Operation Barkhane eliminates 30 Jihadists and the military chief of JNIM
On November 13 France announced the neutralisation of Bah Ag Moussa, the military leader of the JNIM terrorist group. This group linked to al-Qaeda is the merger of several local Malian terrorist networks which, together with the Islamic state of the Great Sahara, are the two leading representatives of Jihadism in the area of the three borders (Mali, Burkina Faso and Niger). The JNIM network was formed in 2017 and includes the local Jihadist groups of Katiba Macina, which acts mainly in the centre of Mali, Ansar Dine and Al-Mourabitoune, which operate in the north and east of the country, and the Malian faction of al-Qaeda of the Islamic Maghreb. This network is led by Iyad Ag Ghali, a former leader of the Tuareg revolutions of the 1990s who was radicalised in the 2000s and has become the leading representative of Jihadism in Mali. French operation Barkhane has attempted to neutralise the Jihadist threat led by Ag Ghali, which continues to expand, since 2015. The operation that succeeded in wiping out Bah Ag Moussa took place on November 10 late afternoon. The intelligence teams detected an SUV with five people on board on the outskirts of Menaka in the north-east of the country. After trying to make the car stop, the Jihadists got out of the vehicle and shot at Barkhane's soldiers who were on the ground. As a device of several commandos and four helicopters were mobilised, all the terrorists, including Ag Moussa, were shot down in minutes.
The neutralisation of Bah Ag Moussa, who was acting as military leader, is a major blow to this terrorist network. He is accused of a series of crimes against Malian soldiers such as the March 2019 attack in which some twenty FaMA (Malian Armed Forces) soldiers were killed. Bah Ag Moussa was also a historical leader of the Tuareg revolutions who, according to sources in his community, joined the Jihadist group mainly out of loyalty to Ag Ghali, not out of ideological conviction. Bah Ag Moussa was not seen by the Tuaregs as a Jihadist, but as a military chief under leader Ag Ghali. This is not the first case of Tuareg leaders joining the Jihad out of loyalty to Ag Ghali; other representative cases such as the Tuareg Ifogha leaders of Cheikh Ag Aoussa or Ahmada Ag Bibi who joined Ag Ghali when he created Ansar Dine show a loyalty to this character that goes beyond religious convictions. Together with the neutralisation of Abdelmalek Droukde, emir of AQIM in the Sahel, last June, these two operations succeeded in partially dislodging JNIM.
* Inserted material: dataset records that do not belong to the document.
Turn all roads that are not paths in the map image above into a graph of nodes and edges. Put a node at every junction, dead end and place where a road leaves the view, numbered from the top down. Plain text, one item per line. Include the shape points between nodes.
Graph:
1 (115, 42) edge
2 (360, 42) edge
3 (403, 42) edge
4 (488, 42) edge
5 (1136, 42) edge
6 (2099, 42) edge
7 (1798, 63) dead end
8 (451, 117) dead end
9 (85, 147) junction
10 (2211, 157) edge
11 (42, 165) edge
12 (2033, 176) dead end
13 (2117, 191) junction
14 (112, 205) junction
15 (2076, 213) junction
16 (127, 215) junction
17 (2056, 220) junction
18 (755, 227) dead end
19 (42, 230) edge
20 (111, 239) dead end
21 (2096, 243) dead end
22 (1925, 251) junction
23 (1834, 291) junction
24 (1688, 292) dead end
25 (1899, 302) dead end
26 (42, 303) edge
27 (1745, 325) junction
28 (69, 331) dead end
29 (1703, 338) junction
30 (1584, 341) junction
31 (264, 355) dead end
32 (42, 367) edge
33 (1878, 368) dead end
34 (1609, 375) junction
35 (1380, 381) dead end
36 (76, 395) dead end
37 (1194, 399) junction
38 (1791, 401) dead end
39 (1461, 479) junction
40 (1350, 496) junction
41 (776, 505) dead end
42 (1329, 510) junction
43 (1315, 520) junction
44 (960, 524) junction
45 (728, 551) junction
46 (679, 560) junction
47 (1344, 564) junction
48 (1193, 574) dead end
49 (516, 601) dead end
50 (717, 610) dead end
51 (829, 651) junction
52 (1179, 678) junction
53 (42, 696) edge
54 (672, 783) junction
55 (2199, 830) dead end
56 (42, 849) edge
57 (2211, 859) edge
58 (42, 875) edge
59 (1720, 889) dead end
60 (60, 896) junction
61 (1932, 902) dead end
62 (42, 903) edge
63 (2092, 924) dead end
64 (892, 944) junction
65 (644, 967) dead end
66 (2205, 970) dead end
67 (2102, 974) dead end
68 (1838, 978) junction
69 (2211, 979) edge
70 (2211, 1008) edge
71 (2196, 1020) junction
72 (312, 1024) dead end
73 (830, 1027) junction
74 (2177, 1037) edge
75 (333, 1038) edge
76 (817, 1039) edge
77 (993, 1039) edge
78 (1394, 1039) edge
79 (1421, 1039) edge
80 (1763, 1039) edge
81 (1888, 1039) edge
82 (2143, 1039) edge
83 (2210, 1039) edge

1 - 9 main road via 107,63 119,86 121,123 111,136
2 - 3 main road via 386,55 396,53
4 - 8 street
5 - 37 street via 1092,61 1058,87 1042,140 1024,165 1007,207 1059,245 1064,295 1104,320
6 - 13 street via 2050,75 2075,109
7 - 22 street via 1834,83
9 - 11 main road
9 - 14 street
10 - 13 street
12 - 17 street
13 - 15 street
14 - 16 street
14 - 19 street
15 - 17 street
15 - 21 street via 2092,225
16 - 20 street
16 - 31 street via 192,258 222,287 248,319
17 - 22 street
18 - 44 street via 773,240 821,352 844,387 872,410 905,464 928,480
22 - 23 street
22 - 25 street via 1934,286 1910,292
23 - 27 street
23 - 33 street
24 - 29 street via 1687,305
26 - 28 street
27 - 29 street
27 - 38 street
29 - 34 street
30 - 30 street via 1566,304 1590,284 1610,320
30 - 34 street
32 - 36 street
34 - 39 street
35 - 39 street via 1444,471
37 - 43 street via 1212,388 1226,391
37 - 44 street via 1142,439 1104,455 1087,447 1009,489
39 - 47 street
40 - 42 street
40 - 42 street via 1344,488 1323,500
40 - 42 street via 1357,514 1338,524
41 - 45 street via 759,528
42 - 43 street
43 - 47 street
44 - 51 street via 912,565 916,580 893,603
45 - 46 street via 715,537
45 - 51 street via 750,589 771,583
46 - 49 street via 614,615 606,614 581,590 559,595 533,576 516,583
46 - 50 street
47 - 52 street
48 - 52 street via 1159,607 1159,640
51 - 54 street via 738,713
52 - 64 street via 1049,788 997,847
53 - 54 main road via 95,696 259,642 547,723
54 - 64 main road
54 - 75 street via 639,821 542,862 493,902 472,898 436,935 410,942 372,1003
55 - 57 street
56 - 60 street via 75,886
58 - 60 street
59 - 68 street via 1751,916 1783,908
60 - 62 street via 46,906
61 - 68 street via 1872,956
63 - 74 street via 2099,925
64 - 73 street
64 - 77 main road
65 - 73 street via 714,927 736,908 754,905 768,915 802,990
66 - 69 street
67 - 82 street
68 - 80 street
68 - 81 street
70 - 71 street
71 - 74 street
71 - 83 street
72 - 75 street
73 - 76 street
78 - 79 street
Two days after this successful operation, France announced that, in another separate operation, it had also eliminated some thirty Jihadists in the Mopti region in the centre of the country. The operation combined several air assets such as the Mirage 2000 fighter plane and several combat helicopters and neutralised around thirty JNIM members, also destroying around twenty motorbikes and the weapons they were carrying in the process, according to the defence staff spokesman. Ten days earlier, a similar operation had been announced in which fifty terrorists belonging to the Jihadist group Ansaroul Islam, closely linked to JNIM and active mainly in Burkina Faso, had been killed on the border between Burkina Faso and Mali.
Operation Barkhane had 4,500 men on the ground and, following the G5 Sahel Pau summit in January 2020, its presence was reinforced with a further 600 French soldiers to counter the multiplication of Jihadist attacks that had taken place in 2019. These three operations over the past 10 days are intended to reinforce France's decision to give priority to military operations by excluding dialogue with the Jihadists. All these achievements of Operation Barkhane come a few weeks after the Malian transition government, headed by Prime Minister Moctar Ouane, stated its intention to begin a dialogue with Ag Ghali and Koufa, two leaders of JNIM. France's position on this matter is very clear; in the words of French defence minister Florence Parly, it is not possible to negotiate with Jihadist groups which have not renounced terrorist combat. Regardless of whether the Malian government decides to continue with the line of dialogue with the Jihadist leaders, the successful counterterrorist operations of the past month have helped reinforce the relevance of using military means to put an end to Jihadist cells. It was essential for France to recall Mr Barkhane's successes following Moctar Ouane's declarations and the negotiations held in early October to free the Western hostages, during which 200 presumed fighters of Jihadist groups were released in exchange.